3. By the early 1960s most Americans, conservatives as well as liberals, saw that employer-sponsored health insurance, though highly successful in the breadth and depth of its coverage, failed to protect the elderly who had reached retirement age. In 1965 Congress passed Medicare, a tax-based system of social insurance to ensure that the elderly had access to acute care hospitals and physician services. Although the American Medical Association went to great lengths to derail the passage of Medicare, it failed because pragmatic congressmen and the public could find no suitable alternative to a tax-supported system to ensure the elderly's access to modern health care.
4. The 1970s can be characterized as an era of experimentation in bringing steeply rising health care costs under control.
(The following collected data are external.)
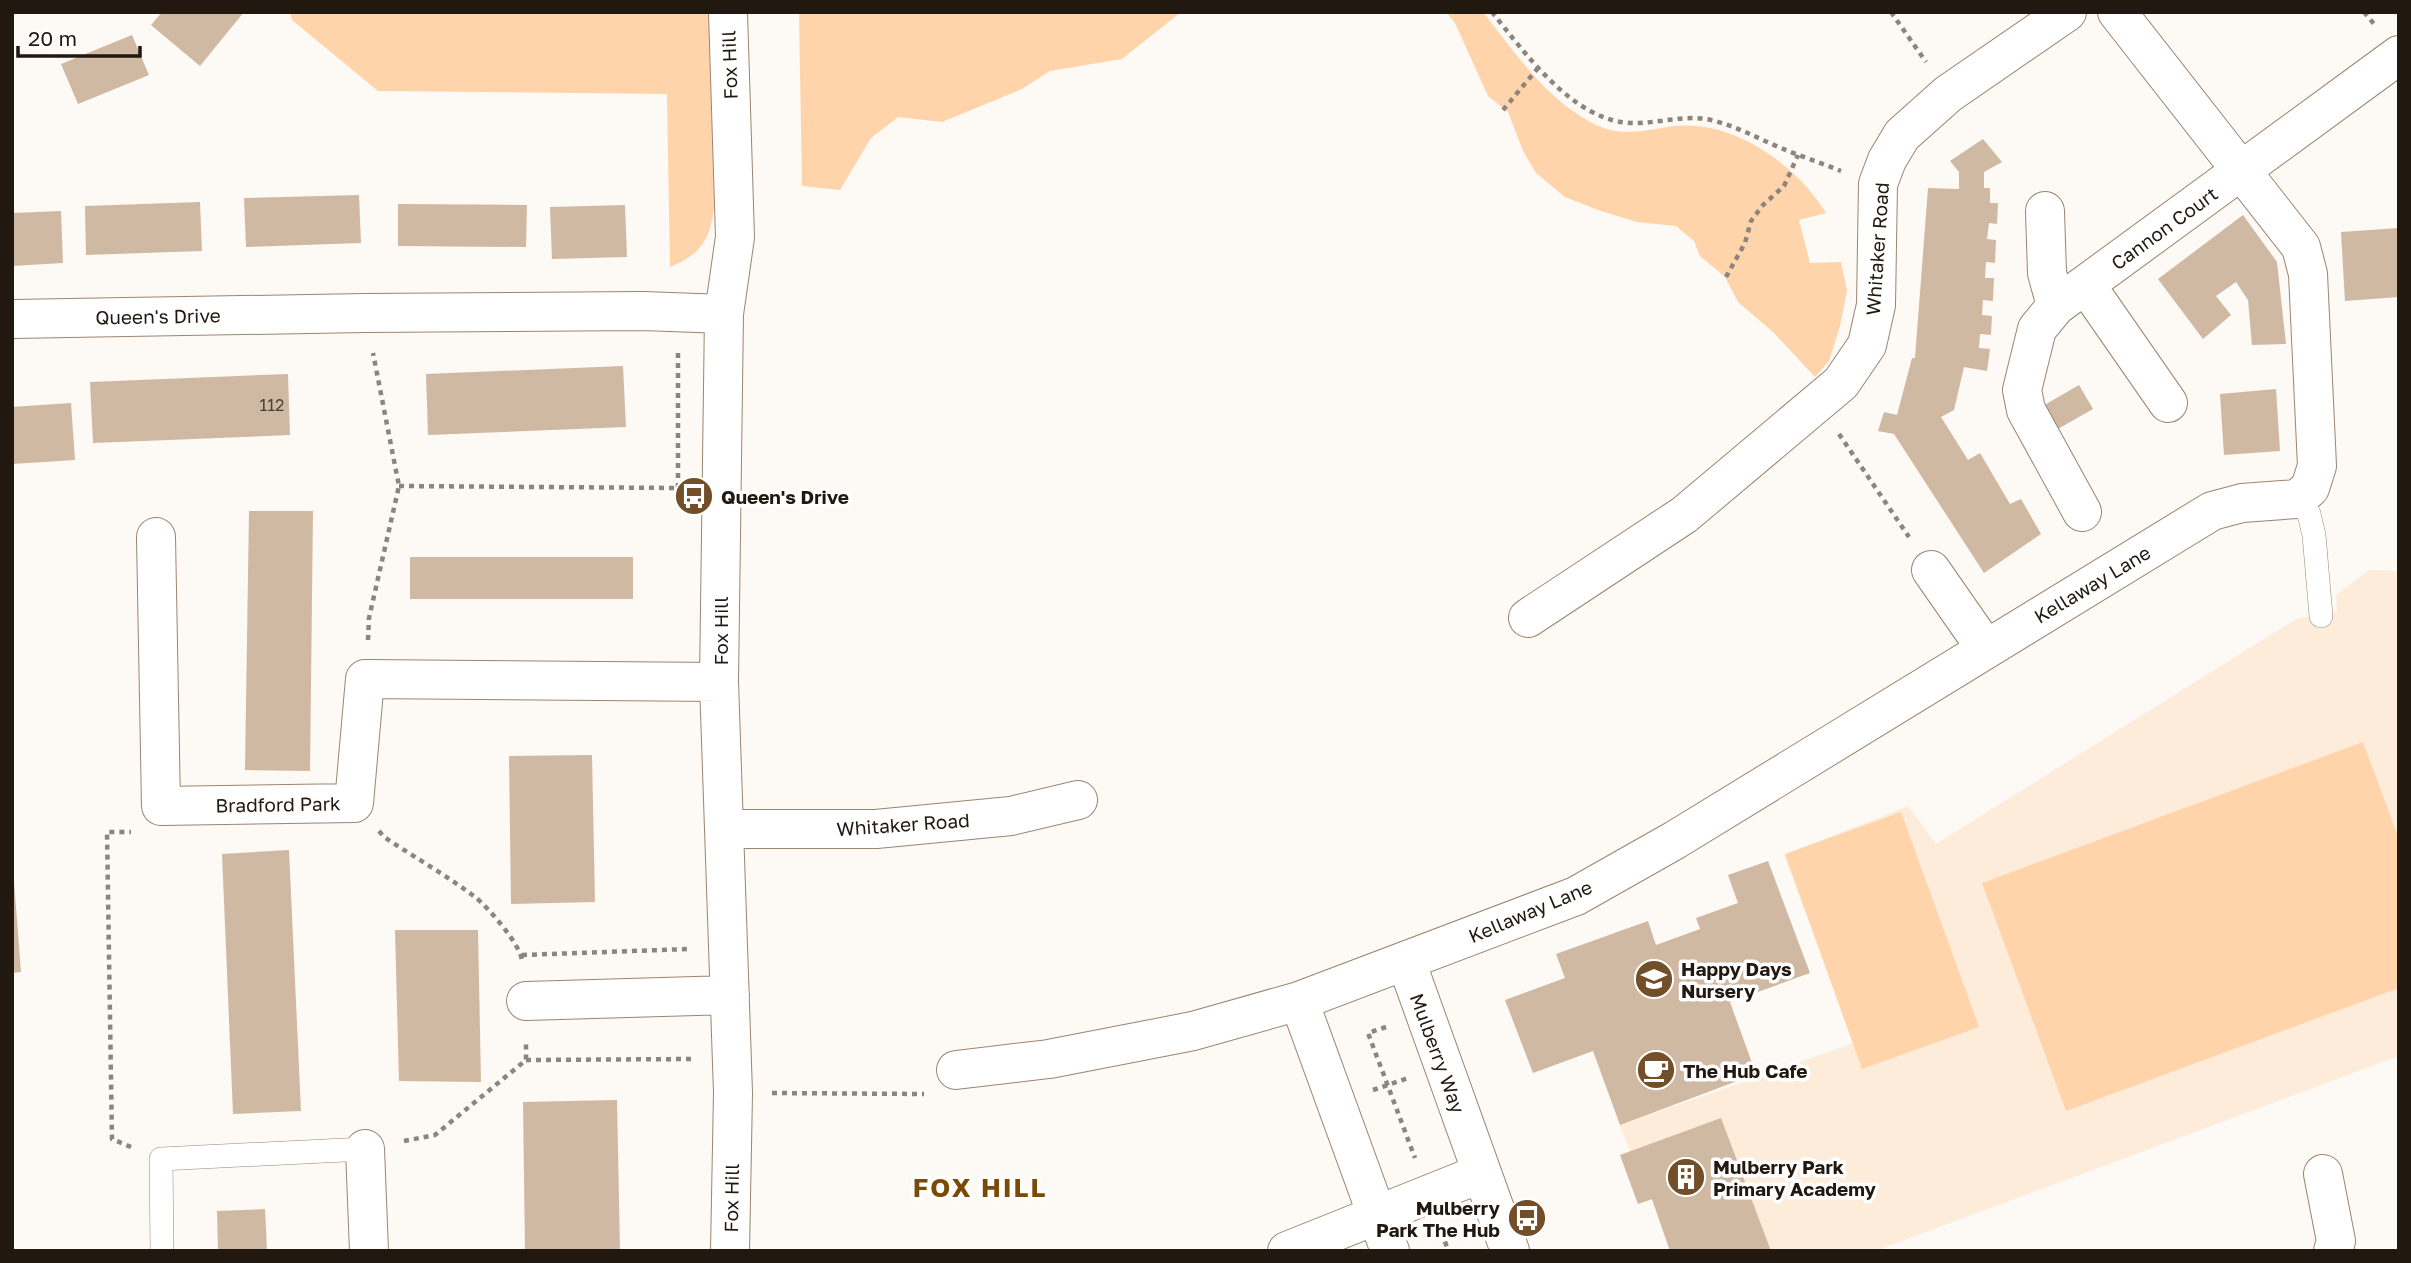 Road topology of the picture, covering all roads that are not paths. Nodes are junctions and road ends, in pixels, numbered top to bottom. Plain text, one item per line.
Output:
1 (728, 12) edge
2 (2067, 12) edge
3 (2117, 12) edge
4 (2399, 55) edge
5 (2242, 170) junction
6 (2046, 211) dead end
7 (2071, 295) junction
8 (724, 314) junction
9 (12, 319) edge
10 (2168, 403) dead end
11 (2297, 499) junction
12 (2082, 512) dead end
13 (156, 537) dead end
14 (1931, 570) road end
15 (2321, 616) dead end
16 (1528, 618) dead end
17 (1986, 649) junction
18 (719, 682) junction
19 (1078, 800) dead end
20 (725, 829) junction
21 (1406, 961) junction
22 (730, 995) junction
23 (1299, 1000) junction
24 (526, 1001) road end
25 (956, 1070) road end
26 (365, 1149) joint
27 (1482, 1173) junction
28 (2323, 1174) dead end
29 (1377, 1214) junction
30 (162, 1251) edge
31 (369, 1251) edge
32 (730, 1251) edge
33 (1287, 1251) edge
34 (1390, 1251) edge
35 (1510, 1251) edge
36 (2333, 1251) edge

1 - 8 street, Fox Hill
2 - 16 street, Whitaker Road
3 - 5 street
4 - 5 street, Cannon Court
5 - 7 street, Cannon Court
5 - 11 street
6 - 7 street
7 - 10 street
7 - 12 street, Cannon Court
8 - 9 street, Queen's Drive
8 - 18 street, Fox Hill
11 - 15 lane
11 - 17 street, Kellaway Lane
13 - 18 street, Bradford Park
14 - 17 street
17 - 21 street, Kellaway Lane
18 - 20 street, Fox Hill
19 - 20 street, Whitaker Road
20 - 22 street, Fox Hill
21 - 23 street
21 - 27 street, Mulberry Way
22 - 24 street
22 - 32 street, Fox Hill
23 - 25 street
23 - 29 street
26 - 30 lane
26 - 31 street
27 - 29 street
27 - 35 street, Mulberry Way
28 - 36 street
29 - 33 street
29 - 34 street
These efforts included such diverse approaches as the founding of professional standards review organizations; federal support for the establishment and expansion of health maintenance organizations; creation of a federal-state planning mechanism; and a federal attempt to limit the inflow of new capital into the hospital sector.
5. In the 1980s the dominant approach was a retreat from regulation in favor of competition as the preferred mechanism for ensuring that the health care system could meet the public's needs and desires for quality care at affordable prices.
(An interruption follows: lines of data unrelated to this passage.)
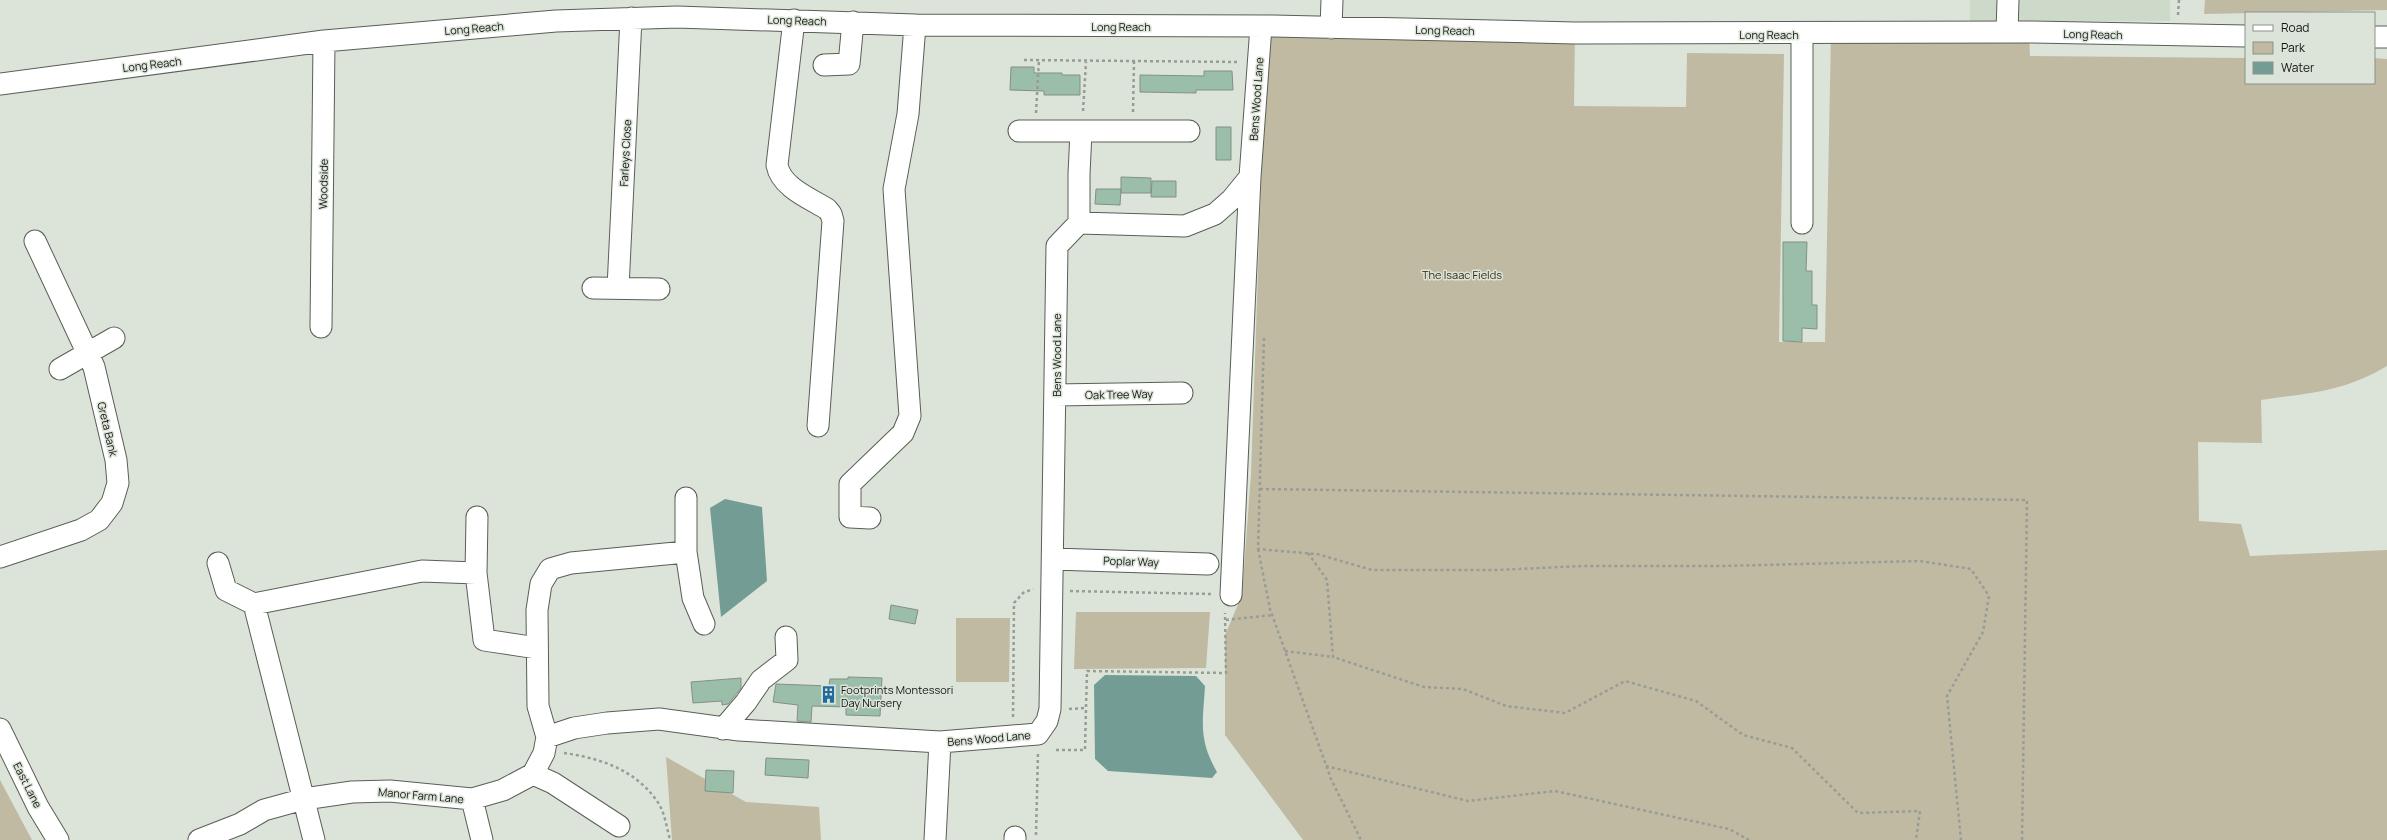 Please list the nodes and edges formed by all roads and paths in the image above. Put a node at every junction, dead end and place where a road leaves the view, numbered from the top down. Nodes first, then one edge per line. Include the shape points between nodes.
1 (1332, 0) edge
2 (2008, 0) edge
3 (631, 18) junction
4 (794, 20) junction
5 (853, 22) junction
6 (915, 26) junction
7 (1261, 26) junction
8 (1331, 28) junction
9 (2007, 32) junction
10 (1802, 34) junction
11 (2245, 36) edge
12 (2375, 37) edge
13 (2387, 37) edge
14 (324, 42) junction
15 (1039, 59) junction
16 (1024, 60) dead end
17 (1134, 61) junction
18 (1086, 62) junction
19 (1258, 62) junction
20 (824, 65) dead end
21 (0, 84) edge
22 (1027, 131) joint
23 (1189, 131) dead end
24 (1081, 132) junction
25 (1132, 132) junction
26 (1250, 177) junction
27 (1079, 223) junction
28 (1802, 223) dead end
29 (35, 241) dead end
30 (593, 288) dead end
31 (618, 288) junction
32 (659, 289) dead end
33 (321, 327) dead end
34 (1264, 337) dead end
35 (114, 338) dead end
36 (88, 353) junction
37 (60, 369) dead end
38 (1182, 393) dead end
39 (1055, 395) junction
40 (818, 426) dead end
41 (1260, 489) junction
42 (686, 498) dead end
43 (477, 517) dead end
44 (870, 518) dead end
45 (1258, 549) junction
46 (686, 552) junction
47 (1308, 553) junction
48 (0, 558) edge
49 (1053, 559) junction
50 (218, 563) dead end
51 (1208, 564) dead end
52 (476, 573) junction
53 (1053, 591) junction
54 (1228, 595) junction
55 (254, 604) junction
56 (1272, 615) junction
57 (1226, 620) junction
58 (704, 624) dead end
59 (786, 637) dead end
60 (537, 648) junction
61 (1285, 651) junction
62 (1333, 657) junction
63 (1086, 708) junction
64 (1050, 709) junction
65 (0, 729) edge
66 (723, 729) junction
67 (1038, 734) junction
68 (1013, 736) junction
69 (940, 742) junction
70 (546, 745) junction
71 (1056, 750) dead end
72 (1326, 766) junction
73 (533, 774) junction
74 (304, 799) junction
75 (472, 800) junction
76 (620, 826) dead end
77 (1015, 839) edge
78 (58, 840) edge
79 (200, 840) edge
80 (314, 840) edge
81 (473, 840) edge
82 (482, 840) edge
83 (670, 840) edge
84 (935, 840) edge
85 (1361, 840) edge
86 (1749, 840) edge
87 (1916, 840) edge
88 (1961, 840) edge
89 (2022, 840) edge

1 - 8 street
2 - 9 street
3 - 4 street, Long Reach
3 - 14 street, Long Reach via 494,26
3 - 31 street, Farleys Close
4 - 5 street, Long Reach
4 - 40 street via 778,174 784,181 827,209 833,221
5 - 6 street, Long Reach
5 - 20 street via 849,64
6 - 7 street, Long Reach
6 - 44 street via 908,114 894,188 910,416 903,433 850,484 850,517
7 - 8 street, Long Reach
7 - 19 street, Bens Wood Lane
8 - 10 street, Long Reach
9 - 10 street, Long Reach
9 - 11 street, Long Reach
10 - 28 street
12 - 13 street
14 - 21 street, Long Reach
14 - 33 street, Woodside
15 - 16 path
15 - 18 path
15 - 22 path
17 - 18 path
17 - 19 path
17 - 25 path
18 - 24 path
19 - 26 street, Bens Wood Lane
22 - 24 street
23 - 25 street
24 - 25 street
24 - 27 street
26 - 27 street via 1215,214 1185,226
26 - 54 street, Bens Wood Lane
27 - 39 street, Bens Wood Lane via 1057,246
29 - 36 street, Greta Bank
30 - 31 street
31 - 32 street
34 - 41 path
35 - 36 street
36 - 37 street
36 - 48 street, Greta Bank via 94,367 116,460 118,483 112,503 99,520 81,530
38 - 39 street, Oak Tree Way
39 - 49 street, Bens Wood Lane
41 - 45 path
41 - 89 path via 2027,500
42 - 46 street
43 - 52 street
45 - 47 path
45 - 56 path
46 - 58 street via 693,598
46 - 60 street via 571,563 550,569 541,584 536,610
47 - 62 path via 1327,580
47 - 88 path via 1372,570 1497,570 1581,566 1722,566 1920,561 1971,570 1989,596 1983,632 1947,696
49 - 51 street, Poplar Way
49 - 53 street, Bens Wood Lane
50 - 55 street via 226,590
52 - 55 street via 422,571
52 - 60 street via 484,640
53 - 54 path
53 - 64 street, Bens Wood Lane
53 - 68 path via 1032,589 1023,593 1014,603
54 - 57 path
55 - 74 street
56 - 57 path
56 - 61 path
57 - 63 path via 1226,673 1087,671
59 - 66 street via 787,660 761,680
60 - 70 street via 538,706
61 - 62 path
61 - 72 path
62 - 87 path via 1424,687 1464,689 1506,706 1565,713 1625,681 1696,701 1743,735 1792,748 1858,813 1920,811
63 - 64 path
63 - 71 path via 1085,750
64 - 67 street, Bens Wood Lane via 1047,721
65 - 78 street, East Lane via 38,807
66 - 69 street, Bens Wood Lane
66 - 70 street, Bens Wood Lane via 659,719 607,723 574,728
67 - 68 street, Bens Wood Lane
67 - 77 path via 1036,838
68 - 69 street, Bens Wood Lane
69 - 84 street
70 - 73 street
70 - 83 path via 571,754 601,760 643,784 660,805
72 - 85 path
72 - 86 path via 1468,801 1555,791 1729,829
73 - 75 street, Manor Farm Lane via 503,790
73 - 76 street via 553,783
74 - 75 street, Manor Farm Lane via 352,792 390,791
74 - 79 street, Manor Farm Lane via 264,810 240,824
74 - 80 street
75 - 81 street
75 - 82 street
We can categorize these dominant shifts in health care policy under a forecasting mode of analysis as follows: The vocal minority that was sure NHI was just around the corner were proved wrong not only in the late 1940s but again in the 1970s; congressional support for biomedical research did not eliminate any of the dread diseases that it addressed; the construction of a large number of hospitals in rural America was no guarantee that residents of thinly populated areas would have access to modern health care; the so-called physician shortage led to such a serious overcorrection that the country is now threatened by a growing surplus; employer-sponsored health insurance was unable by itself to provide an effective alternative to NHI; and Medicare, though it met many of the needs of the elderly, also fueled a cost inflation which to date we have been unable to bring under control.
In the face of this record, a great deal of faith in the improved methodology of "futurism" is required to believe that forecasting can contribute useful inputs into health planning and the formulation of health policy. The health care sector and the economy of which it is a part are both too complex and too dynamic to be correctly modeled, especially because most of the important investments, in such areas as biomedical research and the supply of physicians and hospital beds, have long production cycles and large repercussions.
Employment
We are now ready to take a closer look at developments on the employment front, both those that occurred and others that might have been anticipated but failed to occur. During the past four decades the health care sector has undergone very rapid growth: It now accounts for about 8 million employees or roughly one out of every fourteen jobs in the U.S. economy. Furthermore, a high level of specialization has characterized both professional and supporting staffs. At the end of World War II, U.S. physicians were overwhelmingly general practitioners with a small cadre of specialists. Today the balance has been reversed with specialists and subspecialists far outstripping primary care physicians. The period of training for entrance into practice has been lengthened from four years of undergraduate medical school and one year of internship to three to five years of residency training and up to an additional three years for subspecialty qualification. For a variety of reasons, including the rapid growth in the demand for their services and increased third-party financing, physicians enjoyed large absolute and relative increases in their incomes.